Carroll uses rhetorical devices such as irony and chaos to highlight what makes Alice so different from the creatures around her. Every creature there can justify the most absurd behavior and their arguments for themselves are often most complex. Their strange reasoning is another of Carroll's sources of delight for the reader and challenge for Alice. She has to learn to discern between "illogical" logic and utter nonsense. But there is no doubt that nonsense can be instructive all the same. As Alice as well as the readers who follow her adventures recognize illogical events, one can acknowledge one's capacity for logic in the form of what should normally happen. "You're a serpent [says the Pigeon]; and there's no use denying it. I suppose you'll be telling me next that you never tasted an egg!" "I have tasted eggs, certainly," said Alice... "But little girls eat eggs quite as much as serpents do, you know" (Carroll 35). This backwards logic is what turns her into the freak, almost giving her a social "disability" in the foreign world she is lost in.

 

Figuratively, most people spend their time in an "ethereal place crated from fantasy and want... "the libido of the ugly" becomes second nature" (Lasn 7). But what would happen if everyone in a society were "normal"? Will everyone in that society be happy?

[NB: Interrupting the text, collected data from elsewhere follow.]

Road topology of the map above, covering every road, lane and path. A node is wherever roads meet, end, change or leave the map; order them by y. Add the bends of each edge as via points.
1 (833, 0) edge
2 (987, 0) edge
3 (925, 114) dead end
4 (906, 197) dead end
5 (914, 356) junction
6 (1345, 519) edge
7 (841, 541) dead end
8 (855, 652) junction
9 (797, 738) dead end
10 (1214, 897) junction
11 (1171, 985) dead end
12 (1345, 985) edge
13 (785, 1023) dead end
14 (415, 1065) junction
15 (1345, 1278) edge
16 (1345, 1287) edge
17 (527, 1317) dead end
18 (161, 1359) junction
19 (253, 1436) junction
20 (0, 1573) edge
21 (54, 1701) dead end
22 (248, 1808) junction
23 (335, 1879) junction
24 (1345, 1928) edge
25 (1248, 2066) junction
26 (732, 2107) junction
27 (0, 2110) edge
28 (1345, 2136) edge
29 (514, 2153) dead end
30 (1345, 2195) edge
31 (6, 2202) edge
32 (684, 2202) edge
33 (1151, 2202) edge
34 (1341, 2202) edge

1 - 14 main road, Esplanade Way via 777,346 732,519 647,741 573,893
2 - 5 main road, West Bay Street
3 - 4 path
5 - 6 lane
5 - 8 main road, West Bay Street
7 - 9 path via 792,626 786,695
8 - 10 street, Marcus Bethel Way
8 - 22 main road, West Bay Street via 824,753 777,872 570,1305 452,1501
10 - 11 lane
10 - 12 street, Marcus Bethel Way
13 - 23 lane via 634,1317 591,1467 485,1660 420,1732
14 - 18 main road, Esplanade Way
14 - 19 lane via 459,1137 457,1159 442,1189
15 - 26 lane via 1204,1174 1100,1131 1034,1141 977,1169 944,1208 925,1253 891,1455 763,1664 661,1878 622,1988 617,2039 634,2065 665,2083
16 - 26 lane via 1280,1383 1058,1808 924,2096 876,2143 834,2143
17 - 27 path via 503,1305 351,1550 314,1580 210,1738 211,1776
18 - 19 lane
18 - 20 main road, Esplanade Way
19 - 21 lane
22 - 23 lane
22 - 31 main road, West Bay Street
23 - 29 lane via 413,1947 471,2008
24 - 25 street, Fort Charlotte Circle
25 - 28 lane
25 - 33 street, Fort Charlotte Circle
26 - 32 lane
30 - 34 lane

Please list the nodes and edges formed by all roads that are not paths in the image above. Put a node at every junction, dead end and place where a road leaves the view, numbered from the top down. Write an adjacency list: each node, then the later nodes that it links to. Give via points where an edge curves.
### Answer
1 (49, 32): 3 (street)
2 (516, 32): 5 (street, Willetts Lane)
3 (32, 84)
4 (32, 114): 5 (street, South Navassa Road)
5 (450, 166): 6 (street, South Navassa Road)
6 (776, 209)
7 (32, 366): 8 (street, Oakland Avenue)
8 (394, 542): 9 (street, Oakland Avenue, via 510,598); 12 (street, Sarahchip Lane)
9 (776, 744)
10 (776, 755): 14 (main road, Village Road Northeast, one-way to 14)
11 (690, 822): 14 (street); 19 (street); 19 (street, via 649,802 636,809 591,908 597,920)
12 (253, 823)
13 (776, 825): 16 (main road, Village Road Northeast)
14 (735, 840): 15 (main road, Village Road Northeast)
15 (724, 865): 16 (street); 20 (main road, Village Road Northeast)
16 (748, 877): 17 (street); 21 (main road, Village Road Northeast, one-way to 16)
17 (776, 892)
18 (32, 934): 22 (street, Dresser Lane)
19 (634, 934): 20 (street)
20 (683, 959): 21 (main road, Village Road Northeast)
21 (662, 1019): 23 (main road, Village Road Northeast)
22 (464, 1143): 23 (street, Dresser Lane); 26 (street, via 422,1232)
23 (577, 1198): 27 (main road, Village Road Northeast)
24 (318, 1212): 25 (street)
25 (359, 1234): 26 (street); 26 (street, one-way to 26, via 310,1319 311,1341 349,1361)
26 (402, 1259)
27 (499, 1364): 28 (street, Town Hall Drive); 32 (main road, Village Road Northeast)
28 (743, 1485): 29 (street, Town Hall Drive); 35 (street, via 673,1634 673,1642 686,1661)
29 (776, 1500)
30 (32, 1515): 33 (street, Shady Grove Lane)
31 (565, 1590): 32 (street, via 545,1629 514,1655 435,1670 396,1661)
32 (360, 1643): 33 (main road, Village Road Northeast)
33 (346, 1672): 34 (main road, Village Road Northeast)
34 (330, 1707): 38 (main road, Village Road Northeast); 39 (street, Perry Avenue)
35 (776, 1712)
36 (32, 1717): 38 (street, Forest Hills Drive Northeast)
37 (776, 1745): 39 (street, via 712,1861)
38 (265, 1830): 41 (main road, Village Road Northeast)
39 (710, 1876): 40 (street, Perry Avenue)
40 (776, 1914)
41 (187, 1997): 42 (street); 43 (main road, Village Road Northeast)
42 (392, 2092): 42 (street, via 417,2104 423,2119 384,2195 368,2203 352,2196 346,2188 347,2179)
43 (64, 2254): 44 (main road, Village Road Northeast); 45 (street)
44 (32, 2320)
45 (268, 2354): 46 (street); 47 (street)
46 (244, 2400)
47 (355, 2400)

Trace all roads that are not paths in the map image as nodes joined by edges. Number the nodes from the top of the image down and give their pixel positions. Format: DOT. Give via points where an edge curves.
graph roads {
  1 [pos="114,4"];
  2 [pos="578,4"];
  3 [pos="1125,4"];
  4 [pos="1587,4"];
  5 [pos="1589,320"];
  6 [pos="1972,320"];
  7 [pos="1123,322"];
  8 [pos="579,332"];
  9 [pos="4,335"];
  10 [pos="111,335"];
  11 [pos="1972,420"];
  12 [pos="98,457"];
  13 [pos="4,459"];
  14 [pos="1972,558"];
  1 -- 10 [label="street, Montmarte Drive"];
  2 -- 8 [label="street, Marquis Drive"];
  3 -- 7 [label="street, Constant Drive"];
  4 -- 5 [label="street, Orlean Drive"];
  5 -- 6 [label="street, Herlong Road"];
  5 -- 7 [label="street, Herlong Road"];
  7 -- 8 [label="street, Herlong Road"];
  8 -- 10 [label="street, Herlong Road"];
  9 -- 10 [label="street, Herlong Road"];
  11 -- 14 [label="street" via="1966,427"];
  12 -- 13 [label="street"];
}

As paraphrased by Charles Darwin, "If every one were cast in the same mould, there would be no such thing as beauty...we would wish to see...beyond the then existing standard" (Gilman 39). Both of these books prove that society, like it or not, creates the standards of who is normal and who is to be the outcast, what is socially acceptable and what interrupts a picture-perfect society. The characters, the unfortunate and troubled outcasts of their societies, show the reader where true logic can be found, even when that logic may be "the logic of the illogical," to the reader's delight and confusion.

 

Works Cited

 

Blumberg, Jane. Mary Shelley's Early Novels. Pgs. 1-39. Iowa City: University of Iowa

 

Press, 1993.

 

Carroll, Lewis. Alice's Adventures in Wonderland (unabridged). Pgs. 39-48. 1865. New

 

York: Dover Publications, Inc., 1993.

 

Gilman, Sander L. Creating Beauty to Cure the Soul. Durham: Duke University Press,

 

1998.

Lasn, Kalle. Culture Jam. Pgs 4-7. New York: HarperCollins Publishers Inc., 1999.

 

Milton, John. Paradise Lost and other poems. 1831. New York: Mentor Books, 1961.

 

Shelley, Mary. Frankenstein. New York: Dover Publications, Inc., 1994.